From: Peter Constable (email@example.com)
Date: Thu Aug 12 2010 - 10:49:48 CDT
Someone contacted me offline expressing their disappointment at missing ligatures. These are turned off by default in Office 2010 to avoid compatibility issues when viewing documents created on earlier versions. I've redone the doc, this time turning on ligatures, and also adding a 2nd copy of the text with Stylistic Set 7 enabled for the entire text--so that it will really flourish.
From: firstname.lastname@example.org [mailto:email@example.com] On Behalf Of Peter Constable
Sent: Thursday, August 12, 2010 2:39 AM
To: William_J_G Overington; Unicode Mailing List
Subject: RE: Accessing alternate glyphs from plain text
See the attached PDF showing Unicode 5.2 text set in Word 2010 using the Gabriola font with line-ending characters formatted with the Stylistic Set 7 OpenType Feature. No PUA; no variation selectors. Just flourishing, OpenType glyphs.
From: firstname.lastname@example.org [mailto:email@example.com] On Behalf Of William_J_G Overington
Sent: Thursday, August 12, 2010 12:41 AM
To: Unicode Mailing List
Subject: Re: Accessing alternate glyphs from plain text
Earlier this morning I tried writing a poem intended to use alternate ending glyphs.
I hope that readers will enjoy reading it. For reasons of correctness at the present time, I have used U+EE0F, which is from the Private Use Area, rather than U+FE0F, which is what would be used if my suggestion for accessing an alternate ending glyph ever becomes a formal proposal that later becomes accepted into regular Unicode.
A poem can express a picture
Such as a fjord's towering cliff
And a poem can have fine typography
Such as a flourishing, ending glyph
A poem can imagine great buildings
Constructed of stones rising high
With surrounding landscape suggested
With glyphs from a printer's pie
A poem can express ideas
Whatever ideas one may want
A poem can end with a flourish
An alternate glyph from a font
Some readers might like to know that I composed the poem directly using the computer rather than write it on paper. I used WordPad and keyed EE0F followed by Alt-x in order to enter the U+EE0F character. I checked the result using SC UniPad.
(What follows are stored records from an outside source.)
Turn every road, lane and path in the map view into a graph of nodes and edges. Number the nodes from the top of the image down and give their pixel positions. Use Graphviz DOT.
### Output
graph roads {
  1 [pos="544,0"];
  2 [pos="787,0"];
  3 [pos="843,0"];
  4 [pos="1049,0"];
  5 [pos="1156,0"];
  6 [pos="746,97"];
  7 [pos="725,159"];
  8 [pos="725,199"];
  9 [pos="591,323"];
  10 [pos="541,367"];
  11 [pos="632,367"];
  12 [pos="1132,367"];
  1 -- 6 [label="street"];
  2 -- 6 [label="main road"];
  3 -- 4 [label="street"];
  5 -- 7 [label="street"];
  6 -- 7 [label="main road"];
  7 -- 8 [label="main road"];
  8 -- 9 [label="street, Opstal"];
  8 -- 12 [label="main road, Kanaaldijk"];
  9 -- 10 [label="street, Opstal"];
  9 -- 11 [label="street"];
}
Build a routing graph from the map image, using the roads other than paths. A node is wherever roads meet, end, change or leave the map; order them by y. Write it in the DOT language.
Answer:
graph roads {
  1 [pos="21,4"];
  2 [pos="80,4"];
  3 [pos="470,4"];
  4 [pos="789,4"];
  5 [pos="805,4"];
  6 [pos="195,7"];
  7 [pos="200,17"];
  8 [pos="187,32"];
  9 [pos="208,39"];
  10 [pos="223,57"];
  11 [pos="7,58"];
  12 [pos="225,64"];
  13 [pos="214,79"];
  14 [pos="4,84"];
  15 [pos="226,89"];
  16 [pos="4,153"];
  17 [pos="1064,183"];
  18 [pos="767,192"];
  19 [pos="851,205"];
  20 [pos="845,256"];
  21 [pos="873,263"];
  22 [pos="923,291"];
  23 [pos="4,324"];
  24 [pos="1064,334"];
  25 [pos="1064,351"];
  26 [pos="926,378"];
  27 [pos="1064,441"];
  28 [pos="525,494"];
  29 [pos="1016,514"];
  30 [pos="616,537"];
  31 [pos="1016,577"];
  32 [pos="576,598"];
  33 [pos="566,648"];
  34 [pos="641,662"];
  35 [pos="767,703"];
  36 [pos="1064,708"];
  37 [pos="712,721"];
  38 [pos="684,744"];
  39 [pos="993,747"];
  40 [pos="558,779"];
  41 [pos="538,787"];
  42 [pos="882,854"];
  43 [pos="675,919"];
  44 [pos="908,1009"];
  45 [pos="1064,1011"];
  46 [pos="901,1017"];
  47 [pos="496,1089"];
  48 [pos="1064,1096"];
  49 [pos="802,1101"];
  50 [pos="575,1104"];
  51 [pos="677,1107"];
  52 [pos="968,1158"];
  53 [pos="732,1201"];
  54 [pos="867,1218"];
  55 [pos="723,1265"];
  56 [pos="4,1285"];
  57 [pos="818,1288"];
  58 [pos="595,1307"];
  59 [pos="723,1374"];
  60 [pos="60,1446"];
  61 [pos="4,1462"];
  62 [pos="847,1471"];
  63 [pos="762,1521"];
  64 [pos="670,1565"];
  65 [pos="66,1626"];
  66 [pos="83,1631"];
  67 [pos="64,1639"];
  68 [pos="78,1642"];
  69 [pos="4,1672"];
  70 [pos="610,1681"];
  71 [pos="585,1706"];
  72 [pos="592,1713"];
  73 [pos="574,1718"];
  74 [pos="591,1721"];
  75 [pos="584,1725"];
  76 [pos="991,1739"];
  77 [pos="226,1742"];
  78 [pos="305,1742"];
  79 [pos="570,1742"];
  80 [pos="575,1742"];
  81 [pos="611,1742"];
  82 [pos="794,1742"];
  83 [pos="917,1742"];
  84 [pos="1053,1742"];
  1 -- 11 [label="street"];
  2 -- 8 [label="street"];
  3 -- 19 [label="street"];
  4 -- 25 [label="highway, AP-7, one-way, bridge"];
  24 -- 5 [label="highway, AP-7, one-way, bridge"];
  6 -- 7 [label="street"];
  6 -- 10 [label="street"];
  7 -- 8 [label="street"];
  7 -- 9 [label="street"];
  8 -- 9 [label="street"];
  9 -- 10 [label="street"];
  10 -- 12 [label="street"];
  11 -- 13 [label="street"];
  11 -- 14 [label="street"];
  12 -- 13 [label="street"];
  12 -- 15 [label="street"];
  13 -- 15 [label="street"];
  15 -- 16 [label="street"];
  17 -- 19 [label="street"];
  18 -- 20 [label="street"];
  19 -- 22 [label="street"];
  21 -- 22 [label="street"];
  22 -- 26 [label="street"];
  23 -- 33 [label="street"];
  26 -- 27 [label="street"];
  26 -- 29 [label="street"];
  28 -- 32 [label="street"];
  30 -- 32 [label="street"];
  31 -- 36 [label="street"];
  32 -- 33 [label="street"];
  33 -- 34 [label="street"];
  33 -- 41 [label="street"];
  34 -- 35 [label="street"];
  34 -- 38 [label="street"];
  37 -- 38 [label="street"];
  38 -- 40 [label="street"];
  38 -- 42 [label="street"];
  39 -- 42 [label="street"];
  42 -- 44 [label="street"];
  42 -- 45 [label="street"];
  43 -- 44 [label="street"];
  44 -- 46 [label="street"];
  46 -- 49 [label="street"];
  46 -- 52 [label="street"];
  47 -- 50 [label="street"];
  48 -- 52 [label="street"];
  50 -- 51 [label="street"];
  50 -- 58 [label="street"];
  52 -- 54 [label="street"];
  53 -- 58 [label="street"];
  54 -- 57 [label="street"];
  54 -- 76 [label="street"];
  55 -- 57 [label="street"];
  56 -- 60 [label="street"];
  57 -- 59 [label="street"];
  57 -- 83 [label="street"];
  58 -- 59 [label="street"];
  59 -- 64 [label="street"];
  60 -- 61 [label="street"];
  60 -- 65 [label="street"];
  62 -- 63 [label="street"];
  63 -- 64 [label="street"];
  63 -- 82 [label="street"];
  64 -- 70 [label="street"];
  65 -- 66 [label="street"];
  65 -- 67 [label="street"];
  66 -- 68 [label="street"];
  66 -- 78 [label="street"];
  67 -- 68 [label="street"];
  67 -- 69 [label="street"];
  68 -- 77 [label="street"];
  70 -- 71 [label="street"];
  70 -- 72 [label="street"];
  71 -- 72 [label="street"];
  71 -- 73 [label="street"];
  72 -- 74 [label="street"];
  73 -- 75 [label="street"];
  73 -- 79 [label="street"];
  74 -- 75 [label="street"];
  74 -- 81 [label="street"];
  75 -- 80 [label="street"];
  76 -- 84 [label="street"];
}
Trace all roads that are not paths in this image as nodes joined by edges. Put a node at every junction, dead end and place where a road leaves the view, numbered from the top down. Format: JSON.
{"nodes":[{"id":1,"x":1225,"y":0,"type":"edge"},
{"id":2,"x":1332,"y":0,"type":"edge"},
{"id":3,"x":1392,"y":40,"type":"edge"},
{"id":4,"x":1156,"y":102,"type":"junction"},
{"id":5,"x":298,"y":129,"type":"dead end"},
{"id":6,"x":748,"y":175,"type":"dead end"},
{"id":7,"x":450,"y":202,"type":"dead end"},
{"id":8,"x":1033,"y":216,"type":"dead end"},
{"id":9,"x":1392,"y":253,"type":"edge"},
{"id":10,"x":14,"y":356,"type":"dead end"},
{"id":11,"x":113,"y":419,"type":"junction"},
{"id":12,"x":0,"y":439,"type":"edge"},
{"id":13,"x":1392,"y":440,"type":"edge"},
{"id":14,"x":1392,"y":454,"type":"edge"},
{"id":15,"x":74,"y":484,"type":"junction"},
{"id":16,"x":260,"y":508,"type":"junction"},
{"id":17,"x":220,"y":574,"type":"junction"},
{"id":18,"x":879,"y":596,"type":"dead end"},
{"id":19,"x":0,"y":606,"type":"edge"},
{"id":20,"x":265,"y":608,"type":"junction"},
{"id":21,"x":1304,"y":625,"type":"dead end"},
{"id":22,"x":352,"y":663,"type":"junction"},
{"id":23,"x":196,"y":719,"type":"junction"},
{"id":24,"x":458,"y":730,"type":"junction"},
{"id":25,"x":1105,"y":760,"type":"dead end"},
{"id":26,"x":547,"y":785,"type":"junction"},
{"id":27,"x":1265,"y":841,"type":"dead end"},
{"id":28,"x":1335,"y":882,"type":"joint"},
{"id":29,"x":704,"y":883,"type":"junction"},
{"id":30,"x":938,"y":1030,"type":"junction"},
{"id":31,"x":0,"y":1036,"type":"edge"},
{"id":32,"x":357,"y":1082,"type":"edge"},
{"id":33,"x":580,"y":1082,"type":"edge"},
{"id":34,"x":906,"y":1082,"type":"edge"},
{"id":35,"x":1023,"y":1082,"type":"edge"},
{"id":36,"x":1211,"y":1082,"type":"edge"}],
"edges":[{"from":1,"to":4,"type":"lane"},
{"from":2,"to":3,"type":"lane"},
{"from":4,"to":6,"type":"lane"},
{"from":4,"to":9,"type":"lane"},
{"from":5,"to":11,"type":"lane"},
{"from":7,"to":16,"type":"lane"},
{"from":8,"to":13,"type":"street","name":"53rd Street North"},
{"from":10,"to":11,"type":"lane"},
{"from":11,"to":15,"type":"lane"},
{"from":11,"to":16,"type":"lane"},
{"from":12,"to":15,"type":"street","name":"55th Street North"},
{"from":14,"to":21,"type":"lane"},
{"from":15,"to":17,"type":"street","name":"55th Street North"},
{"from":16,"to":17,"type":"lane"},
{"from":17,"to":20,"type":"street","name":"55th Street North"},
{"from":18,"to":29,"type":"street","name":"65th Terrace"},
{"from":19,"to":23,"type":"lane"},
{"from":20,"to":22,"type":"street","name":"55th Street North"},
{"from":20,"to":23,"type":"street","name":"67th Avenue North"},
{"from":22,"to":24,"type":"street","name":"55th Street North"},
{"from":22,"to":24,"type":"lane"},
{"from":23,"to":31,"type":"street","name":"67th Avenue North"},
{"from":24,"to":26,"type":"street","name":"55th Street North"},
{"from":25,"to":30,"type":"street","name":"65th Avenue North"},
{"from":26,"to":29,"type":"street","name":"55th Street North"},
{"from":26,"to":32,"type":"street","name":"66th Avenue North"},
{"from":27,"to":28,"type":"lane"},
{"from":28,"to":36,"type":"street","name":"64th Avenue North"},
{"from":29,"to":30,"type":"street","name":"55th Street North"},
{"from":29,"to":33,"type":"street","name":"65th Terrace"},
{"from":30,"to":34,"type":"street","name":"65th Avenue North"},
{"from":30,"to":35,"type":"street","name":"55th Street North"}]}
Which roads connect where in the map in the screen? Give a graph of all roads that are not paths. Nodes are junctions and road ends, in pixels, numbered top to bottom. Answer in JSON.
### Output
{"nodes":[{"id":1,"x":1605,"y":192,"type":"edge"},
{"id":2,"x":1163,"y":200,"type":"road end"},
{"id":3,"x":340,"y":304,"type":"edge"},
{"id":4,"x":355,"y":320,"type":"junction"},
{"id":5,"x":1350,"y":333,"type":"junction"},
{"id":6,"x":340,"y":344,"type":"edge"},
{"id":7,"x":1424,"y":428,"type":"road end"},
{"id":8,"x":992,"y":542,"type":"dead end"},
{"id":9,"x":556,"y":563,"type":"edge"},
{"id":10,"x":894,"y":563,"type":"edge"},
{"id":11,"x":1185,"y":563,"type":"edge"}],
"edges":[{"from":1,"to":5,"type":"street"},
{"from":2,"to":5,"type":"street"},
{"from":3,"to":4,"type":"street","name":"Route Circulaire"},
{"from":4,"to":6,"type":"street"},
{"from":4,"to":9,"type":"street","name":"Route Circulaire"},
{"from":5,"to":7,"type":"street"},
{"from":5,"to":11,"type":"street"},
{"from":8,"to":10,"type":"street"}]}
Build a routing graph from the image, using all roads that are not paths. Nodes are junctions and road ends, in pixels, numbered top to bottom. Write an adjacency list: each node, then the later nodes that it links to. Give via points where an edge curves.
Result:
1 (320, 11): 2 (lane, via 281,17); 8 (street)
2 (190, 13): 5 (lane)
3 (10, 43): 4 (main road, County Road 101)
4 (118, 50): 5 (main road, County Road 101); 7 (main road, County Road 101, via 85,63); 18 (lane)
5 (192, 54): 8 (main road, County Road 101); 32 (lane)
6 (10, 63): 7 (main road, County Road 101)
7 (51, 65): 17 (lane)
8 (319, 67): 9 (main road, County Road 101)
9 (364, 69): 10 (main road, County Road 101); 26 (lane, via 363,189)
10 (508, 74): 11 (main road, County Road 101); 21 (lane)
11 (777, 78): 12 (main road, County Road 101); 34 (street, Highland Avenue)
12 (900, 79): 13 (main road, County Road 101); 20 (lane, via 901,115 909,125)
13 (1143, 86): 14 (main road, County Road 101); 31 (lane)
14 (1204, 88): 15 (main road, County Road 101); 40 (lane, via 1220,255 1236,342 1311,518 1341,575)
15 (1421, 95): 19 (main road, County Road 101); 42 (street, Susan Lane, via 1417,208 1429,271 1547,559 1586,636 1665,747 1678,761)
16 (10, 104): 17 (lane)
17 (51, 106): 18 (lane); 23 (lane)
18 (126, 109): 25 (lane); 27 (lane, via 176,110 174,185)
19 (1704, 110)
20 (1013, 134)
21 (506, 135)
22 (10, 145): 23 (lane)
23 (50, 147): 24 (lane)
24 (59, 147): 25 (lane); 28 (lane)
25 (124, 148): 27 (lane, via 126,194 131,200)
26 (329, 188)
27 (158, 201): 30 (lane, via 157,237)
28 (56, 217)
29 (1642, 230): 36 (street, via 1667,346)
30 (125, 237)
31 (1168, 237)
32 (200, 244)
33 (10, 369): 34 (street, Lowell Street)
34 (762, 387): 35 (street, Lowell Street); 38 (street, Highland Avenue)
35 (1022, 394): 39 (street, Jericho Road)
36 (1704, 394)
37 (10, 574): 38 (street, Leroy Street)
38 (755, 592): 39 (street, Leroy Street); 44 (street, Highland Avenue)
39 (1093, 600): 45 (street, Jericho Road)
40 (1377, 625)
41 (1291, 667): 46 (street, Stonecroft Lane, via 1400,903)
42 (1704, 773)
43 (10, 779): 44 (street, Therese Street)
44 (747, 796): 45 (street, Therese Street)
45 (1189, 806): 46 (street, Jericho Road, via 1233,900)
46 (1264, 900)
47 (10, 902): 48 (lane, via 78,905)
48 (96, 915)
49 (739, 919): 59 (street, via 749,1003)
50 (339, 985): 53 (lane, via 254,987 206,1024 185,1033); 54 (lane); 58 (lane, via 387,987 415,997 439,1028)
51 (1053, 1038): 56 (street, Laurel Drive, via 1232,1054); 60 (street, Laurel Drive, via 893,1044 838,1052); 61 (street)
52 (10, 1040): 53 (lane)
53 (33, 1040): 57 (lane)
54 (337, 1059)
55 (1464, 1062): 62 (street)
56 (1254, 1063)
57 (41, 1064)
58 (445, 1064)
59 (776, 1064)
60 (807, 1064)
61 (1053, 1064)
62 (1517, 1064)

I had started with the intention of a single verse poem, the present first verse. I then added a second verse, which is the present third verse. I then realized that I had not used an alternate ending e, so I wrote a third verse. I then decided that the newly written verse should become the second verse.
When entering pie I found that I needed to type pie then a space then EE0F then Alt-x and then delete the space.
I am aware that I have used a basic apostrophe. I thought of using a 9-style apostrophe yet was concerned that it might not get through the system. If anyone does try typesetting the poem, please use the 9-style apostrophe: indeed, a desktop publishing package might well change it automatically.
A helpful experiment would be for an advanced format font to be made that recognises the sequences and glyph substitutes the alternate ending glyphs when the plain text is pasted into an appropriate application program.
Readers who would like to try writing their own poems, or indeed prose, using an U+EE0F to indicate an alternate ending glyph are welcome to do so.